§ **ABOUT THIS EXERCISE**
The answer must consist of every line below containing "Guanacaste".

BEGIN

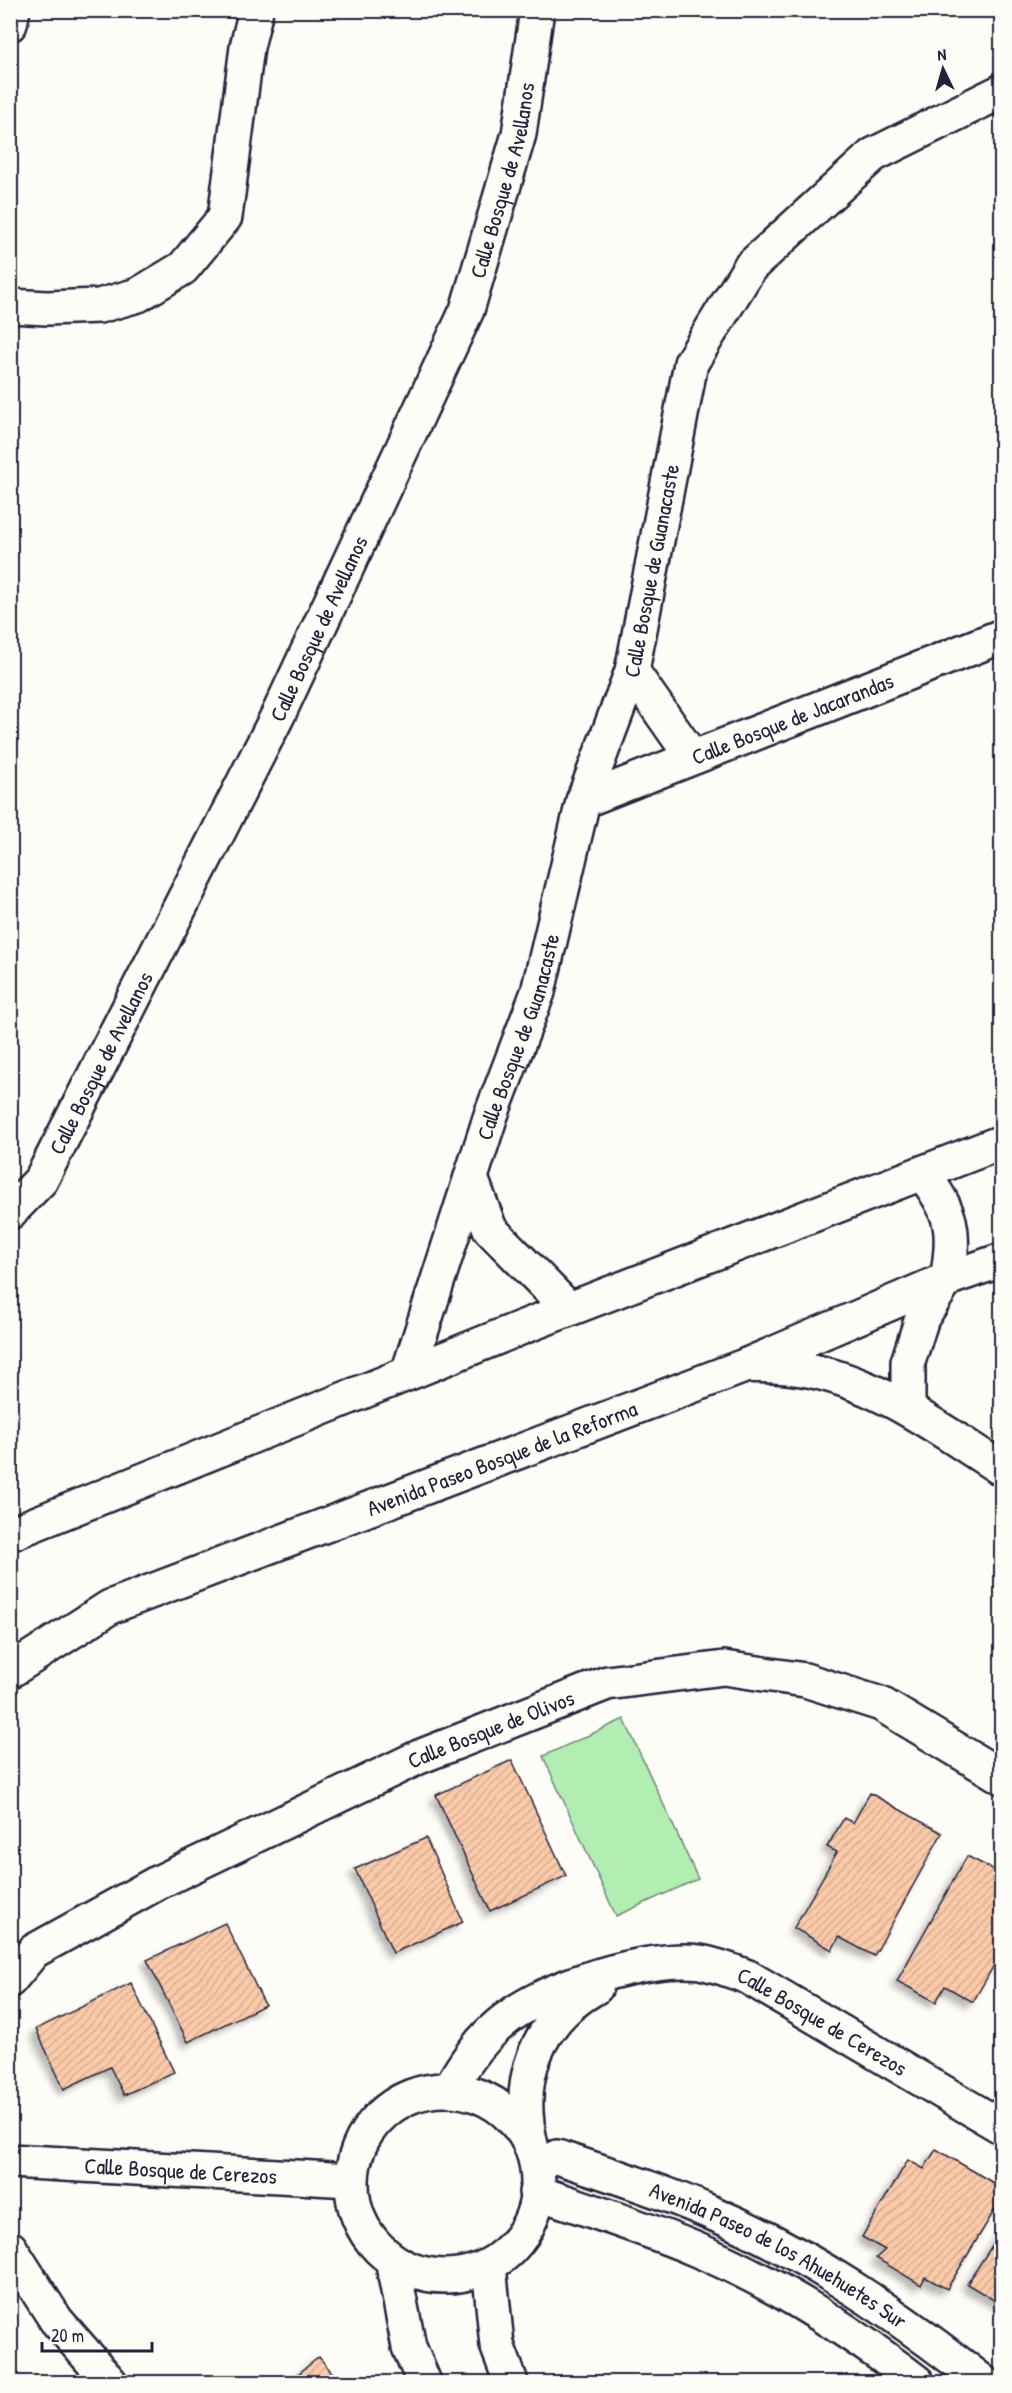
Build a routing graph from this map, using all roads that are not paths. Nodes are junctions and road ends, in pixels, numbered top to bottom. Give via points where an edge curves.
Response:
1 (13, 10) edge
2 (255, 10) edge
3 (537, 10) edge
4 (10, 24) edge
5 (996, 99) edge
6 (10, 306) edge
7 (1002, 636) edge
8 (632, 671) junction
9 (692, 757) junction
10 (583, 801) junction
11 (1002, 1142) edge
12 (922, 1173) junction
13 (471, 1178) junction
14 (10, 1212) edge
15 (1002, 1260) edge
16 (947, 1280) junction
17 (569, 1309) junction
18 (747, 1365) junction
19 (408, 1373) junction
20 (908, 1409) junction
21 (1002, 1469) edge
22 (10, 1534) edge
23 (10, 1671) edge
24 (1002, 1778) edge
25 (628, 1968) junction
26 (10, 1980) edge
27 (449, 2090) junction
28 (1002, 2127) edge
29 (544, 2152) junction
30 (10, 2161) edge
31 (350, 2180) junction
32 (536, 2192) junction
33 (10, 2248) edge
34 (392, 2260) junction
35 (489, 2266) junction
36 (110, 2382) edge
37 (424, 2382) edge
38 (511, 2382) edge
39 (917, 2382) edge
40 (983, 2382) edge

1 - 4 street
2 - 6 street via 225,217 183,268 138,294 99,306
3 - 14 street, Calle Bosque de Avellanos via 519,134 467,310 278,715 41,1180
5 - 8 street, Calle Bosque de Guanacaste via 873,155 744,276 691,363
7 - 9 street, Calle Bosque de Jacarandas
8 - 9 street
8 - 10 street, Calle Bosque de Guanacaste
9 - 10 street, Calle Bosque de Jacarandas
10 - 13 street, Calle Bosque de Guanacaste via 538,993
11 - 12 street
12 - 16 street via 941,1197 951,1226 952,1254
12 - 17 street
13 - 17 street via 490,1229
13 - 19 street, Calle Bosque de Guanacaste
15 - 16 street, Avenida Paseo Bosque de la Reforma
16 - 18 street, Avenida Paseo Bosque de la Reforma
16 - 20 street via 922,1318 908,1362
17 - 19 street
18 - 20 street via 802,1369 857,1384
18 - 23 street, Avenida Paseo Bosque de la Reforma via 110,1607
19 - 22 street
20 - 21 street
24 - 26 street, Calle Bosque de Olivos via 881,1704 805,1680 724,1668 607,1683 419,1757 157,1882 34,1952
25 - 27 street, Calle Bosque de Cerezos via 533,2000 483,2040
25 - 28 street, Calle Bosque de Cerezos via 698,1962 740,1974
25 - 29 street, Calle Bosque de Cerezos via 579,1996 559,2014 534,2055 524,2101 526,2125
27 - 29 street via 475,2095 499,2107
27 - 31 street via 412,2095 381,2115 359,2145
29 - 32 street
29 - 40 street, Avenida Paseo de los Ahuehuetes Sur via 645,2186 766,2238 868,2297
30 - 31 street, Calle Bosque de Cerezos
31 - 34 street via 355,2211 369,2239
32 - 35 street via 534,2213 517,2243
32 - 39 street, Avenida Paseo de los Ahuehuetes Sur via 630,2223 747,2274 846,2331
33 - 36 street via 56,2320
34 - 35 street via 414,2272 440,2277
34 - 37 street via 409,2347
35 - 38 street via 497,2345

END
BEGIN

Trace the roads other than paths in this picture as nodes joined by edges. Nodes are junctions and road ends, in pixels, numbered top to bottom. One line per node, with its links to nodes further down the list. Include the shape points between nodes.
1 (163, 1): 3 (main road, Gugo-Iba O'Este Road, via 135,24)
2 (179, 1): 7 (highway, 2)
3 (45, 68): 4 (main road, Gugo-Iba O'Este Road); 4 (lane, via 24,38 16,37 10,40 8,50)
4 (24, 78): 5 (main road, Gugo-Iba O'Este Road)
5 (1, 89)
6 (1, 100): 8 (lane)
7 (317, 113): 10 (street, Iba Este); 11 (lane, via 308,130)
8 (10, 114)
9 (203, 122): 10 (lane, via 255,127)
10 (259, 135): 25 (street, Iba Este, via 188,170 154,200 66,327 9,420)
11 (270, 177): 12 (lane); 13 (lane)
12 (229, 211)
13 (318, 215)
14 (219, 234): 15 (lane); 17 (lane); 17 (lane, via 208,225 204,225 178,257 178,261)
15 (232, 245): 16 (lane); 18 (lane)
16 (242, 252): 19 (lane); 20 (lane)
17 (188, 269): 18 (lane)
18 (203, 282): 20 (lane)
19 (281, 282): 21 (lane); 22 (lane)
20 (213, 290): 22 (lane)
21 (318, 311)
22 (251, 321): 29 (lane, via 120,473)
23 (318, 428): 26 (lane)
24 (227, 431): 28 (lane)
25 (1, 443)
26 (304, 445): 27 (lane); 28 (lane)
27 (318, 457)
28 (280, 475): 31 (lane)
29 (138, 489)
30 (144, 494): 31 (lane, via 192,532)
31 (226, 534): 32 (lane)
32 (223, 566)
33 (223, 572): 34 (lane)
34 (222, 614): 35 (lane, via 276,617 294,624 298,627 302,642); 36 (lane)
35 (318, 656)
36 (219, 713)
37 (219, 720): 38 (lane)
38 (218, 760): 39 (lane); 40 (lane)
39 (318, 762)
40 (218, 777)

END

§ **EXERCISE RESPONSE**
5 - 8 street, Calle Bosque de Guanacaste via 873,155 744,276 691,363
8 - 10 street, Calle Bosque de Guanacaste
10 - 13 street, Calle Bosque de Guanacaste via 538,993
13 - 19 street, Calle Bosque de Guanacaste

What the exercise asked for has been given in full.